(Try it) Copy each of the entries below faithfully, setting aside any pictures.

(Data for the task)
--- START ---

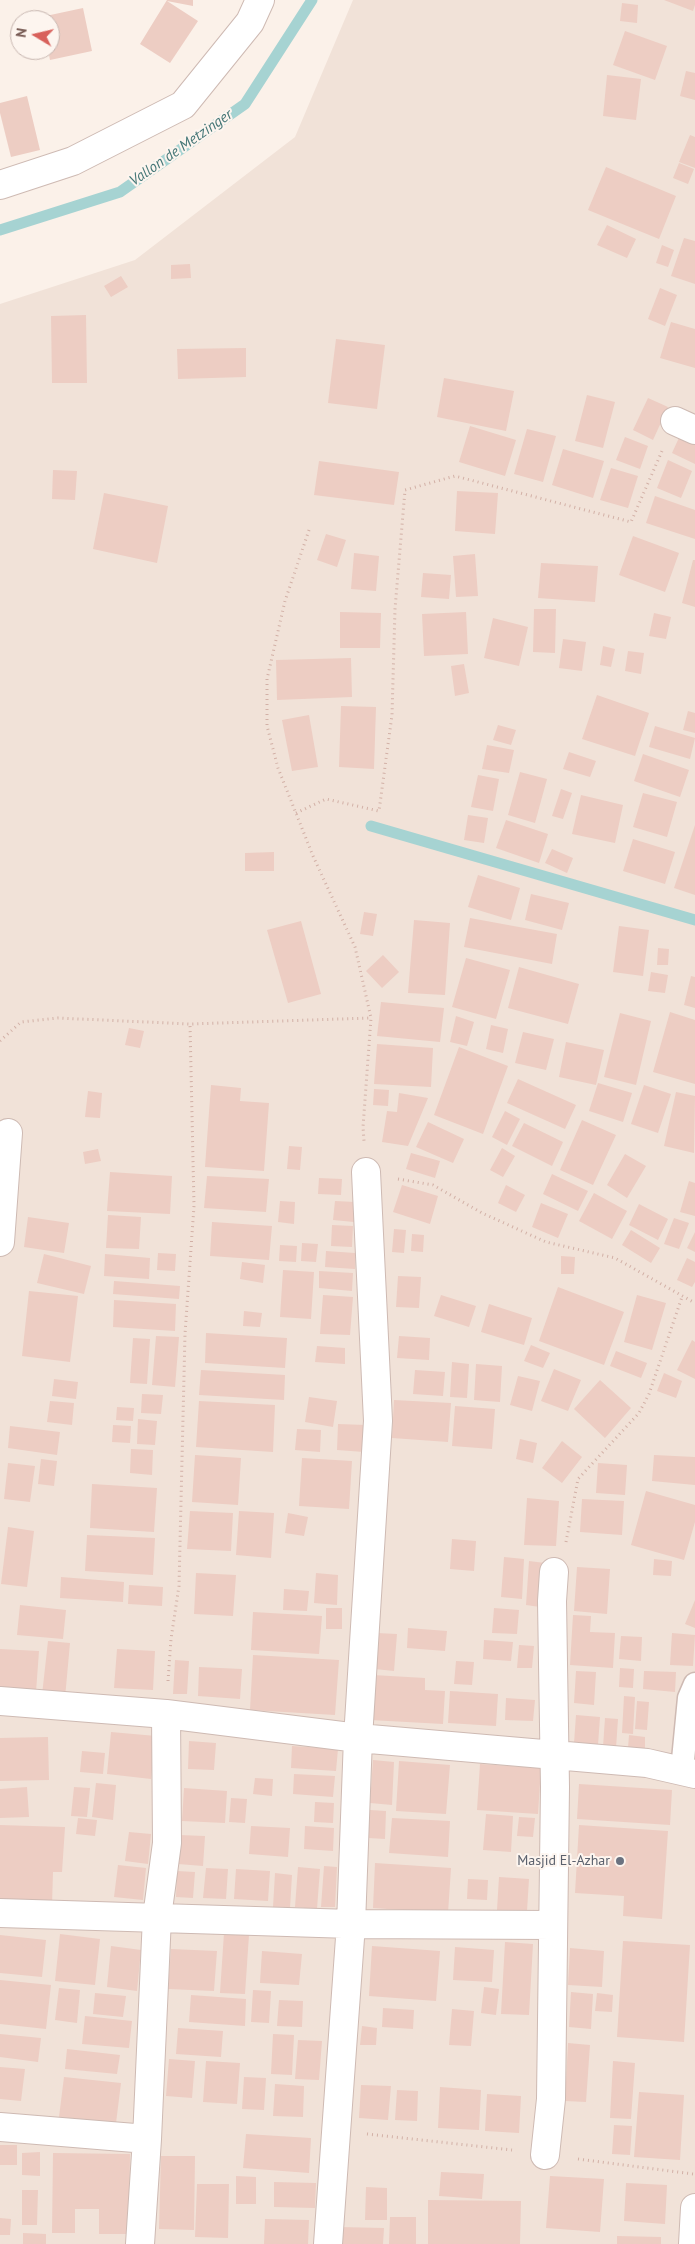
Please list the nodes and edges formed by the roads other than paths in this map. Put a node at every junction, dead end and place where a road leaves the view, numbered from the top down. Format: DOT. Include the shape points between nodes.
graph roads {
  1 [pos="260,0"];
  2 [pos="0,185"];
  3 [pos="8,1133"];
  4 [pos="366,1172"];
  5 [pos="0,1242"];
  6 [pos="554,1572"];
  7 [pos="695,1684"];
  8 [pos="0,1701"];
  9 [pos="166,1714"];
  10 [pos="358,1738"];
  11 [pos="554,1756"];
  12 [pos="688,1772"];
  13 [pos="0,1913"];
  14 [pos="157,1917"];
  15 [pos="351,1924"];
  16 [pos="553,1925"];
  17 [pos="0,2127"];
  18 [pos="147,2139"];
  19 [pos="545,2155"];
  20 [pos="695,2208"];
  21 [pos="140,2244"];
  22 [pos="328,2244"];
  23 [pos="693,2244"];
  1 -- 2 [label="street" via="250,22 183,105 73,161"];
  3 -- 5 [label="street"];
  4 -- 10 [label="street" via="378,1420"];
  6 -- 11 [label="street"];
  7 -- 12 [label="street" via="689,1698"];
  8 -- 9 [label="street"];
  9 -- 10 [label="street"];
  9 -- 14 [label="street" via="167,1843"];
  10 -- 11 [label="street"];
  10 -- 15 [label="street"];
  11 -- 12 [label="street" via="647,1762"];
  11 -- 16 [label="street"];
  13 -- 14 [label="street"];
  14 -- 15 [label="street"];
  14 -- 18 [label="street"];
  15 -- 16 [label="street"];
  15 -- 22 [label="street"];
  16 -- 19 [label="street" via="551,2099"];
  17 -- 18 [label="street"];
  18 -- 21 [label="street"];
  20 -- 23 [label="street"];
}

--- END ---

(Solution)
Please list the nodes and edges formed by the roads other than paths in this map. Put a node at every junction, dead end and place where a road leaves the view, numbered from the top down. Format: DOT. Include the shape points between nodes.
graph roads {
  1 [pos="260,0"];
  2 [pos="0,185"];
  3 [pos="8,1133"];
  4 [pos="366,1172"];
  5 [pos="0,1242"];
  6 [pos="554,1572"];
  7 [pos="695,1684"];
  8 [pos="0,1701"];
  9 [pos="166,1714"];
  10 [pos="358,1738"];
  11 [pos="554,1756"];
  12 [pos="688,1772"];
  13 [pos="0,1913"];
  14 [pos="157,1917"];
  15 [pos="351,1924"];
  16 [pos="553,1925"];
  17 [pos="0,2127"];
  18 [pos="147,2139"];
  19 [pos="545,2155"];
  20 [pos="695,2208"];
  21 [pos="140,2244"];
  22 [pos="328,2244"];
  23 [pos="693,2244"];
  1 -- 2 [label="street" via="250,22 183,105 73,161"];
  3 -- 5 [label="street"];
  4 -- 10 [label="street" via="378,1420"];
  6 -- 11 [label="street"];
  7 -- 12 [label="street" via="689,1698"];
  8 -- 9 [label="street"];
  9 -- 10 [label="street"];
  9 -- 14 [label="street" via="167,1843"];
  10 -- 11 [label="street"];
  10 -- 15 [label="street"];
  11 -- 12 [label="street" via="647,1762"];
  11 -- 16 [label="street"];
  13 -- 14 [label="street"];
  14 -- 15 [label="street"];
  14 -- 18 [label="street"];
  15 -- 16 [label="street"];
  15 -- 22 [label="street"];
  16 -- 19 [label="street" via="551,2099"];
  17 -- 18 [label="street"];
  18 -- 21 [label="street"];
  20 -- 23 [label="street"];
}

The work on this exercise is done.